◆ **Instructions for the task**
No image is to be carried over; reproduce the rest of the listing word for word.

◆ **Exercise material**
◆ ◆ ◆ ◆

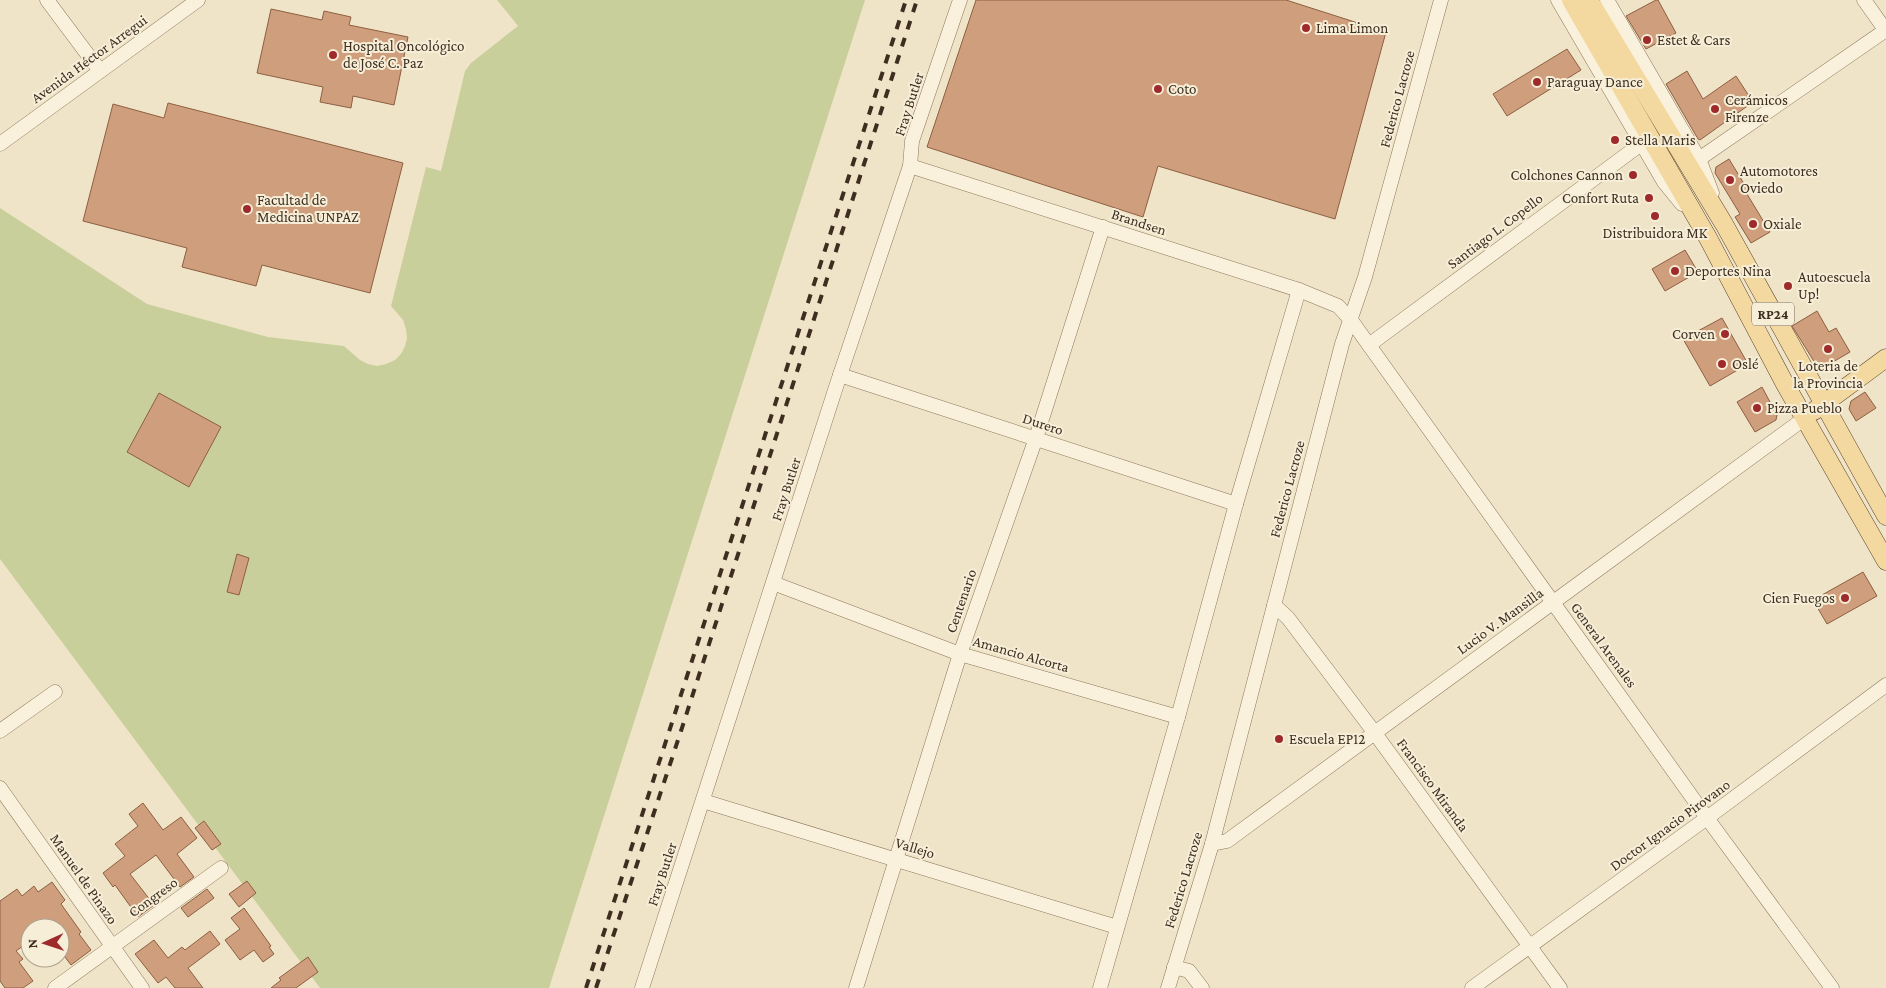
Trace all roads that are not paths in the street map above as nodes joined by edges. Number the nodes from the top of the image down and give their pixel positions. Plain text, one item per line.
1 (47, 0) edge
2 (198, 0) edge
3 (960, 0) edge
4 (1441, 0) edge
5 (1558, 0) edge
6 (1571, 0) edge
7 (1589, 0) edge
8 (1607, 0) edge
9 (1864, 0) edge
10 (1886, 30) edge
11 (100, 72) junction
12 (0, 144) edge
13 (1641, 144) junction
14 (1699, 159) junction
15 (910, 166) junction
16 (1724, 224) junction
17 (1103, 227) junction
18 (1708, 238) junction
19 (1299, 290) junction
20 (1351, 320) junction
21 (1369, 345) junction
22 (1886, 358) edge
23 (840, 375) junction
24 (1823, 404) junction
25 (1805, 418) junction
26 (1036, 438) junction
27 (1236, 504) junction
28 (1886, 516) edge
29 (1886, 561) edge
30 (773, 582) junction
31 (1553, 602) junction
32 (1274, 605) junction
33 (960, 654) junction
34 (1886, 685) edge
35 (55, 692) dead end
36 (1178, 717) junction
37 (0, 731) edge
38 (1374, 732) junction
39 (0, 788) edge
40 (703, 801) junction
41 (1708, 818) junction
42 (1212, 844) junction
43 (895, 859) junction
44 (221, 868) dead end
45 (1117, 927) junction
46 (1530, 946) junction
47 (112, 947) junction
48 (1174, 967) junction
49 (56, 988) edge
50 (142, 988) edge
51 (642, 988) edge
52 (856, 988) edge
53 (1100, 988) edge
54 (1168, 988) edge
55 (1202, 988) edge
56 (1472, 988) edge
57 (1560, 988) edge
58 (1832, 988) edge

1 - 11 street
2 - 11 street, Avenida Héctor Arregui
3 - 15 street, Fray Butler
4 - 20 street, Federico Lacroze
5 - 13 street
6 - 18 main road, RP24
7 - 16 main road, RP24
8 - 14 street
9 - 10 street
10 - 14 street
11 - 12 street, Avenida Héctor Arregui
13 - 18 street
13 - 21 street, Santiago L. Copello
14 - 16 street
15 - 17 street, Brandsen
15 - 23 street, Fray Butler
16 - 24 main road, RP24
17 - 19 street, Brandsen
17 - 26 street, Centenario
18 - 25 main road, RP24
19 - 20 street, Brandsen
19 - 27 street
20 - 21 street, General Arenales
20 - 32 street, Federico Lacroze
21 - 31 street, General Arenales
22 - 24 main road
23 - 26 street, Durero
23 - 30 street, Fray Butler
24 - 25 main road
24 - 28 main road, RP24
25 - 29 main road, RP24
25 - 31 street, Lucio V. Mansilla
26 - 27 street, Durero
26 - 33 street, Centenario
27 - 36 street
30 - 33 street, Amancio Alcorta
30 - 40 street, Fray Butler
31 - 38 street, Lucio V. Mansilla
31 - 41 street, General Arenales
32 - 38 street, Francisco Miranda
32 - 42 street, Federico Lacroze
33 - 36 street, Amancio Alcorta
33 - 43 street, Centenario
34 - 41 street, Doctor Ignacio Pirovano
35 - 37 street
36 - 45 street
38 - 42 street, Lucio V. Mansilla
38 - 46 street, Francisco Miranda
39 - 47 street, Manuel de Pinazo
40 - 43 street, Vallejo
40 - 51 street, Fray Butler
41 - 46 street, Doctor Ignacio Pirovano
41 - 58 street, General Arenales
42 - 48 street, Federico Lacroze
43 - 45 street, Vallejo
43 - 52 street, Centenario
44 - 47 street, Congreso
45 - 53 street
46 - 56 street, Doctor Ignacio Pirovano
46 - 57 street, Francisco Miranda
47 - 49 street, Congreso
47 - 50 street, Manuel de Pinazo
48 - 54 street, Federico Lacroze
48 - 55 street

◆ ◆ ◆ ◆

◆ **Reply to the exercise**
Trace all roads that are not paths in the street map above as nodes joined by edges. Number the nodes from the top of the image down and give their pixel positions. Plain text, one item per line.
1 (47, 0) edge
2 (198, 0) edge
3 (960, 0) edge
4 (1441, 0) edge
5 (1558, 0) edge
6 (1571, 0) edge
7 (1589, 0) edge
8 (1607, 0) edge
9 (1864, 0) edge
10 (1886, 30) edge
11 (100, 72) junction
12 (0, 144) edge
13 (1641, 144) junction
14 (1699, 159) junction
15 (910, 166) junction
16 (1724, 224) junction
17 (1103, 227) junction
18 (1708, 238) junction
19 (1299, 290) junction
20 (1351, 320) junction
21 (1369, 345) junction
22 (1886, 358) edge
23 (840, 375) junction
24 (1823, 404) junction
25 (1805, 418) junction
26 (1036, 438) junction
27 (1236, 504) junction
28 (1886, 516) edge
29 (1886, 561) edge
30 (773, 582) junction
31 (1553, 602) junction
32 (1274, 605) junction
33 (960, 654) junction
34 (1886, 685) edge
35 (55, 692) dead end
36 (1178, 717) junction
37 (0, 731) edge
38 (1374, 732) junction
39 (0, 788) edge
40 (703, 801) junction
41 (1708, 818) junction
42 (1212, 844) junction
43 (895, 859) junction
44 (221, 868) dead end
45 (1117, 927) junction
46 (1530, 946) junction
47 (112, 947) junction
48 (1174, 967) junction
49 (56, 988) edge
50 (142, 988) edge
51 (642, 988) edge
52 (856, 988) edge
53 (1100, 988) edge
54 (1168, 988) edge
55 (1202, 988) edge
56 (1472, 988) edge
57 (1560, 988) edge
58 (1832, 988) edge

1 - 11 street
2 - 11 street, Avenida Héctor Arregui
3 - 15 street, Fray Butler
4 - 20 street, Federico Lacroze
5 - 13 street
6 - 18 main road, RP24
7 - 16 main road, RP24
8 - 14 street
9 - 10 street
10 - 14 street
11 - 12 street, Avenida Héctor Arregui
13 - 18 street
13 - 21 street, Santiago L. Copello
14 - 16 street
15 - 17 street, Brandsen
15 - 23 street, Fray Butler
16 - 24 main road, RP24
17 - 19 street, Brandsen
17 - 26 street, Centenario
18 - 25 main road, RP24
19 - 20 street, Brandsen
19 - 27 street
20 - 21 street, General Arenales
20 - 32 street, Federico Lacroze
21 - 31 street, General Arenales
22 - 24 main road
23 - 26 street, Durero
23 - 30 street, Fray Butler
24 - 25 main road
24 - 28 main road, RP24
25 - 29 main road, RP24
25 - 31 street, Lucio V. Mansilla
26 - 27 street, Durero
26 - 33 street, Centenario
27 - 36 street
30 - 33 street, Amancio Alcorta
30 - 40 street, Fray Butler
31 - 38 street, Lucio V. Mansilla
31 - 41 street, General Arenales
32 - 38 street, Francisco Miranda
32 - 42 street, Federico Lacroze
33 - 36 street, Amancio Alcorta
33 - 43 street, Centenario
34 - 41 street, Doctor Ignacio Pirovano
35 - 37 street
36 - 45 street
38 - 42 street, Lucio V. Mansilla
38 - 46 street, Francisco Miranda
39 - 47 street, Manuel de Pinazo
40 - 43 street, Vallejo
40 - 51 street, Fray Butler
41 - 46 street, Doctor Ignacio Pirovano
41 - 58 street, General Arenales
42 - 48 street, Federico Lacroze
43 - 45 street, Vallejo
43 - 52 street, Centenario
44 - 47 street, Congreso
45 - 53 street
46 - 56 street, Doctor Ignacio Pirovano
46 - 57 street, Francisco Miranda
47 - 49 street, Congreso
47 - 50 street, Manuel de Pinazo
48 - 54 street, Federico Lacroze
48 - 55 street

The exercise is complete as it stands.